I defer to Ravi on the point of setting valid data-length.
-p
From: xxxxx@lists.osr.com
[mailto:xxxxx@lists.osr.com] On Behalf Of Ravisankar
Pudipeddi
Sent: Wednesday, December 14, 2005 11:26 AM
To: Windows System Software Devs Interest List
Subject: RE: [ntdev] Writing faster to disks
I agree with most of the recommendations below from Peter: use
asynchronous (i.e. overlapped in Win32 API terms), non-buffered i/o, if
you want to talk to the metal and get close to raw disk bandwidth. You
do not necessarily need completion ports unless you are doing
multi-threaded i/o: note you don’t need multi-threaded i/o to saturate
disk bandwidth. You just need a deep enough pipeline (i.e. enough number
of i/o requests pending). Use large buffers, and post as much as you can
afford without tanking the system, and keep the pipeline going. You can
do this all from user mode, no need for kernel drivers and fancier
miniports.
Setting end-of-file ahead is imperative as Peter points out. However
please do not set the valid data length: when you call
SetValidDataLength(), NTFS simply updates the VDL - which means that if
there was a crash before the file was completely overwritten, users can
read uninitialized data, which has bad security implications
(disclosure). And SetValidDataLength() is also a privileged operation.

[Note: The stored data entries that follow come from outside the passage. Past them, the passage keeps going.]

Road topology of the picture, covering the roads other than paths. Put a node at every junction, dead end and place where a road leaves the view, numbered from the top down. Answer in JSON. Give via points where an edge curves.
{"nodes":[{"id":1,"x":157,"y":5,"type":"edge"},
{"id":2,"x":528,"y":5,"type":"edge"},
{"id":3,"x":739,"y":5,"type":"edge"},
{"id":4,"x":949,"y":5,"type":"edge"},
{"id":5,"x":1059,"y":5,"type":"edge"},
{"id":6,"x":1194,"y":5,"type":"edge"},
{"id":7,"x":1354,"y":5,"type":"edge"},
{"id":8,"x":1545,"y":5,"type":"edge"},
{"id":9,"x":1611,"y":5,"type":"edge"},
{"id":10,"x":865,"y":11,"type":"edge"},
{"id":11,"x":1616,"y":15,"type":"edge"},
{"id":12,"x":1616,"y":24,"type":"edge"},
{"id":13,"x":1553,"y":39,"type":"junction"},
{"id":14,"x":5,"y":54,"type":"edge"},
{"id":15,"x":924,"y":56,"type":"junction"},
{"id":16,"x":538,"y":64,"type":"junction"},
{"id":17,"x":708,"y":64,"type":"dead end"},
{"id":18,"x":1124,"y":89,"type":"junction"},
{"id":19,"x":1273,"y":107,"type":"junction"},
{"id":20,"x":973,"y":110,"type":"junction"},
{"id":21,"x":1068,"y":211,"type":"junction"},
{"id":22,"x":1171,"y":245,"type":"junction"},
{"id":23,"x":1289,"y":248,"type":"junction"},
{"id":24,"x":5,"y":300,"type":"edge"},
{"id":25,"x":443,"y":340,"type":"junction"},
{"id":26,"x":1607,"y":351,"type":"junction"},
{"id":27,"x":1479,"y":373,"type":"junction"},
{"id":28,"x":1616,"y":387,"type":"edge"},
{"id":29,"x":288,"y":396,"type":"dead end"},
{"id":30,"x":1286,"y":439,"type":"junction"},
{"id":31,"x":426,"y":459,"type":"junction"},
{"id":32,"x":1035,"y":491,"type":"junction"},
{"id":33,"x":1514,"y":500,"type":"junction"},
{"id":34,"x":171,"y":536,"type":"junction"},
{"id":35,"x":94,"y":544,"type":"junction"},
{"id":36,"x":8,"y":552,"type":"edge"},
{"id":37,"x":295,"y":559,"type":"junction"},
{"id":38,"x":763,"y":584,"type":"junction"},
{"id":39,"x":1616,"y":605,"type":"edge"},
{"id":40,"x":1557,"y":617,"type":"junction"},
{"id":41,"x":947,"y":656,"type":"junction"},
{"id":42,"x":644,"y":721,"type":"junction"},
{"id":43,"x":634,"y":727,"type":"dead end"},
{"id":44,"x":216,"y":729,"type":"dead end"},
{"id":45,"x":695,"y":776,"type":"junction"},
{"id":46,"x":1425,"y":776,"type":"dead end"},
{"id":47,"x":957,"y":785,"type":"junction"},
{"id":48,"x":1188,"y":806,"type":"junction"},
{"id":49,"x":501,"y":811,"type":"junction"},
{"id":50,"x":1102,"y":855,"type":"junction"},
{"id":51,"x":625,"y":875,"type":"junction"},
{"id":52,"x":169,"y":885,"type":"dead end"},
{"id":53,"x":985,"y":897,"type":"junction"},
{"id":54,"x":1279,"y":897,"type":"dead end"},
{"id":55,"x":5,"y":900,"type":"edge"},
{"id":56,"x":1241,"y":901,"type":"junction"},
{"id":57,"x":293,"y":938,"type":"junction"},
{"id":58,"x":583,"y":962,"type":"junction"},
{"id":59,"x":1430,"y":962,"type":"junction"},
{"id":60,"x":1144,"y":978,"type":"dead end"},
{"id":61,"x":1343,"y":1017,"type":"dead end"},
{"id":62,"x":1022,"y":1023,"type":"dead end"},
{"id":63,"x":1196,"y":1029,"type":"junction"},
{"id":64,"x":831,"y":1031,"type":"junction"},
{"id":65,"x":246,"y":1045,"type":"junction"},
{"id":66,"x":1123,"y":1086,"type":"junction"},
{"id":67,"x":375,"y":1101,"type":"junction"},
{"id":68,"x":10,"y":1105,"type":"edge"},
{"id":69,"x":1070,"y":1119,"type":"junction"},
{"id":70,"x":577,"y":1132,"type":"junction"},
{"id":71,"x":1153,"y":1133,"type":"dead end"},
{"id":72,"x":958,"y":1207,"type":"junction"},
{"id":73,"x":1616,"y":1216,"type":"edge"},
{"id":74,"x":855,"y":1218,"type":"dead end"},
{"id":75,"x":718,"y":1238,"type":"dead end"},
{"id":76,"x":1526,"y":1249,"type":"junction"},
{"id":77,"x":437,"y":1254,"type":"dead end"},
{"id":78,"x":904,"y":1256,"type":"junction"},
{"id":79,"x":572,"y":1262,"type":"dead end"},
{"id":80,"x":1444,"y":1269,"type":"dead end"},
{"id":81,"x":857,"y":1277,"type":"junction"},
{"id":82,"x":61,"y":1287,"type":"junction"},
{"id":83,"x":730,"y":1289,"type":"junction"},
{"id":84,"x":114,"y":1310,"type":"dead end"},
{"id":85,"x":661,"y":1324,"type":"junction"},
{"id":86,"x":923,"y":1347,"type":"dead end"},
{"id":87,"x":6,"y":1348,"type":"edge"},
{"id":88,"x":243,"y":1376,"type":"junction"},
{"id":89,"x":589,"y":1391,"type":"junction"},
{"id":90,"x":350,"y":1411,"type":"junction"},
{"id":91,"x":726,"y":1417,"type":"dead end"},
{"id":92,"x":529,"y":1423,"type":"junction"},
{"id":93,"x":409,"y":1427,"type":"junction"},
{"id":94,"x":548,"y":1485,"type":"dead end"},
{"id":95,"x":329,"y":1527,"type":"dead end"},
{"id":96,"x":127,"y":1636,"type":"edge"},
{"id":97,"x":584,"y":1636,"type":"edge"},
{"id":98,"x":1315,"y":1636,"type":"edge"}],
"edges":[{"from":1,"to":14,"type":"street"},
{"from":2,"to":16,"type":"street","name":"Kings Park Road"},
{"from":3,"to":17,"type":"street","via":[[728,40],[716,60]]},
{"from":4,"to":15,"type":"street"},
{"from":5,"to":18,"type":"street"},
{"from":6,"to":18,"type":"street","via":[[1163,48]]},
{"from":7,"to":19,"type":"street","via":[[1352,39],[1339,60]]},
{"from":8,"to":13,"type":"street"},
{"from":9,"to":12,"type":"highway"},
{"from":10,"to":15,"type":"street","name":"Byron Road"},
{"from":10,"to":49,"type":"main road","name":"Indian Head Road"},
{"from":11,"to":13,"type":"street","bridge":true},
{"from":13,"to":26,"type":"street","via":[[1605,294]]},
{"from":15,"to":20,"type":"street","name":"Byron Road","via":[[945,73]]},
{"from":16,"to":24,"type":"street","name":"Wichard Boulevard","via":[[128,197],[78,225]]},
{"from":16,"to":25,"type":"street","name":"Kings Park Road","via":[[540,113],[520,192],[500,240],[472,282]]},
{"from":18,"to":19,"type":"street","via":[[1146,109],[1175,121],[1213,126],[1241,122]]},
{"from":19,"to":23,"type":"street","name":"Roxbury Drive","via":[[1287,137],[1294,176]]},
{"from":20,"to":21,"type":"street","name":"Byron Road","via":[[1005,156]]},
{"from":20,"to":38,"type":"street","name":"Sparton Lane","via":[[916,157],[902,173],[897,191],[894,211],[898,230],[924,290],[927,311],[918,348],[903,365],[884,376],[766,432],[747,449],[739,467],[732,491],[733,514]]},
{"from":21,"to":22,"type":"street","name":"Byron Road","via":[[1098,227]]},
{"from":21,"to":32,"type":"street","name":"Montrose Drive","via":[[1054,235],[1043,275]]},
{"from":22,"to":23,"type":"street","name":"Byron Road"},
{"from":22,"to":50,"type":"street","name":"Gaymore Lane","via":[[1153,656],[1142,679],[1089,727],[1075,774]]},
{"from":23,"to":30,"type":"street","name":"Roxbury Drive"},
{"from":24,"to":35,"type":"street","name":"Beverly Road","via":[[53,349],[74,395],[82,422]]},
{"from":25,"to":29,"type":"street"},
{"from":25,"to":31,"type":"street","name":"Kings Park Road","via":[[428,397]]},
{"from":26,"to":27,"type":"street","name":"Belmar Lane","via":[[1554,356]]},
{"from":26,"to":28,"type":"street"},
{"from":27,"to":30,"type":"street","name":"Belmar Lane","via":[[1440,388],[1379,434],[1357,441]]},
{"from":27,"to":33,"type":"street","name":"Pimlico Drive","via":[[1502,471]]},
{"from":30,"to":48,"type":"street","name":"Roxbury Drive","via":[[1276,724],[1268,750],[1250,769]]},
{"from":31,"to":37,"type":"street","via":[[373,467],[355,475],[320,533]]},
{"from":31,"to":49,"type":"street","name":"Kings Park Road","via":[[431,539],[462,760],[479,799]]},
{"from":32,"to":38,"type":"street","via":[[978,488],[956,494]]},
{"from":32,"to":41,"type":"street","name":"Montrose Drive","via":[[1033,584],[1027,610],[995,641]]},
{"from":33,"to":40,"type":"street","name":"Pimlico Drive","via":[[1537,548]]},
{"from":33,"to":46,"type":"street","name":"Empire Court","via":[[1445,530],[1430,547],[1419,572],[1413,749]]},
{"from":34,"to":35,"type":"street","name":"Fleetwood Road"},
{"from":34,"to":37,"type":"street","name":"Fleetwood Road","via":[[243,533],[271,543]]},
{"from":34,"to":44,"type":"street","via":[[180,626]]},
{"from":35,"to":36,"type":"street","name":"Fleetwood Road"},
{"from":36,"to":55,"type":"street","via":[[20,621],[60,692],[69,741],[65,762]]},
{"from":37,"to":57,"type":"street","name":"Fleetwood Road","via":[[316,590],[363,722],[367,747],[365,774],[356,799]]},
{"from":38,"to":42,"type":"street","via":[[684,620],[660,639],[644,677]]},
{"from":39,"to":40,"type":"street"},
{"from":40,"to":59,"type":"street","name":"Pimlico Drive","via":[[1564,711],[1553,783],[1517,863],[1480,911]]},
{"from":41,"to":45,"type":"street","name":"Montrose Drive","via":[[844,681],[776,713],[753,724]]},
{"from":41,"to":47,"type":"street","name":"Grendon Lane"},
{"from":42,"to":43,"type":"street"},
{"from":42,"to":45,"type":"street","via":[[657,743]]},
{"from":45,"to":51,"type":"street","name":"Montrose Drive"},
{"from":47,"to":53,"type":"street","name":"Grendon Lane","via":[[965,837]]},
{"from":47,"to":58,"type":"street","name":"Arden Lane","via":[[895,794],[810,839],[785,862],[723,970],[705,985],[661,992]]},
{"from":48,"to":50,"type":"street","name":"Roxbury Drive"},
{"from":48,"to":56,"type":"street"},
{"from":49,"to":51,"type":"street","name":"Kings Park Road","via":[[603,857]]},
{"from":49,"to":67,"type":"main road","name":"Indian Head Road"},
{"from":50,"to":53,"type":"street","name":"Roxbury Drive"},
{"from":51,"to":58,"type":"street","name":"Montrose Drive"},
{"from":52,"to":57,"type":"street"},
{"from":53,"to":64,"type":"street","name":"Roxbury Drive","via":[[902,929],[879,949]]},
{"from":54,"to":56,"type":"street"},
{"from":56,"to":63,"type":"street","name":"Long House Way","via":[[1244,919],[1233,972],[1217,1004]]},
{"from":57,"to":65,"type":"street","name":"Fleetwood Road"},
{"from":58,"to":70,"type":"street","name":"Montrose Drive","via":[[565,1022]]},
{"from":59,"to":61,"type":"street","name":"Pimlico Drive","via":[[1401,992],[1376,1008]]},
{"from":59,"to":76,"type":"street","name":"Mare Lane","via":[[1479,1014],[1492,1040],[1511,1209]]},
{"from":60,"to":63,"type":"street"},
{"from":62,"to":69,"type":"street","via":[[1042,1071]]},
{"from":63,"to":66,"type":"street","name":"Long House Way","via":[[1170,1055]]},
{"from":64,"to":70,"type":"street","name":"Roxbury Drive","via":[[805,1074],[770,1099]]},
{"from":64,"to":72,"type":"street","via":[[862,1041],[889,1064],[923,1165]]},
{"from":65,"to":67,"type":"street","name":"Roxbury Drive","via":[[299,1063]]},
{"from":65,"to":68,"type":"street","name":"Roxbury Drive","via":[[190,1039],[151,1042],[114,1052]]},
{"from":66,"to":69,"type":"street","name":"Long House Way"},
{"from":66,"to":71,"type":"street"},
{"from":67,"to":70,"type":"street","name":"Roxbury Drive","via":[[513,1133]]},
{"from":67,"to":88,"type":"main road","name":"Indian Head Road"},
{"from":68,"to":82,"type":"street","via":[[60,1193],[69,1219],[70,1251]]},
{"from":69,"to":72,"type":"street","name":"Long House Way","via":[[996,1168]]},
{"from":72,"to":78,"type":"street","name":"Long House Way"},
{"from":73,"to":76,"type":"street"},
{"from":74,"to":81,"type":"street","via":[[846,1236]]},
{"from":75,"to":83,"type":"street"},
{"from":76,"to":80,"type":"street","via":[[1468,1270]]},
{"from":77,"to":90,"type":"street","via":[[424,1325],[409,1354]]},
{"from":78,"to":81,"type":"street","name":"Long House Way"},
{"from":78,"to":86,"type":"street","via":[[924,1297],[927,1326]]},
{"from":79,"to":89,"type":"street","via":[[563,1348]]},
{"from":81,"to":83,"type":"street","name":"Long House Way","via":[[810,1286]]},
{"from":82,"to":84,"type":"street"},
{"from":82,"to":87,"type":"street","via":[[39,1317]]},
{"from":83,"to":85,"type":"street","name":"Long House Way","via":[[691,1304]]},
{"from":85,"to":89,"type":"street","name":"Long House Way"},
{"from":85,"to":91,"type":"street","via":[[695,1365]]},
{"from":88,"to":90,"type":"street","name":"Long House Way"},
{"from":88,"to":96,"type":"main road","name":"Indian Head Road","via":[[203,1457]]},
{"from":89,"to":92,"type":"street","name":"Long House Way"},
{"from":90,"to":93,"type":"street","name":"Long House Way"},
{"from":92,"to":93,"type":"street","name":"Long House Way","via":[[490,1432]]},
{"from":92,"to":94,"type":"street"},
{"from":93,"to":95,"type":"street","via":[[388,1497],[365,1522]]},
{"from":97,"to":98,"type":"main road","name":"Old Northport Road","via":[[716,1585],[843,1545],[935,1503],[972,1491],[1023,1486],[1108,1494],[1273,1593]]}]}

If this is a file you repeatedly do i/o to/from (say such as a database
file), you can benefit by simply zeroing out the file to begin with - a
one time cost, but now i/o to the file will incur minimal FS overhead.
Ravi
From: xxxxx@lists.osr.com
[mailto:xxxxx@lists.osr.com] On Behalf Of Peter Wieland
Sent: Wednesday, December 14, 2005 10:43 AM
To: Windows System Software Devs Interest List
Subject: RE: [ntdev] Writing faster to disks
Gary, i’m not sure where you got the idea that in SCSIPORT transfers to
a LUN are synchronous. \SCSIPORT can handle up to 250ish requests
outstanding at a time (device and memory conditions permitting) spread
across all LUNs. Most modern controllers can handle more than one
request at a time to a particular ITL nexus (there was a time when this
wasn’t true) and most drives have a reasonable queue depth before they
start fending off requests.
You are correct about request splitting - requests are split up based on
the maximum transfer size reported by the port driver, which is based
more on the number of SG list breaks the device says it can support than
on any transfer size limitations. There are some registry settings the
admin can use to up the number of breaks allowed to the maximum that the
controller can support, but pushing this limit up costs more in
pre-allocated memory (srb extension sizes go up with this count). 68KB
ends up being the default size (to allow for a 64KB transfer buffer
which is sector but not page page aligned).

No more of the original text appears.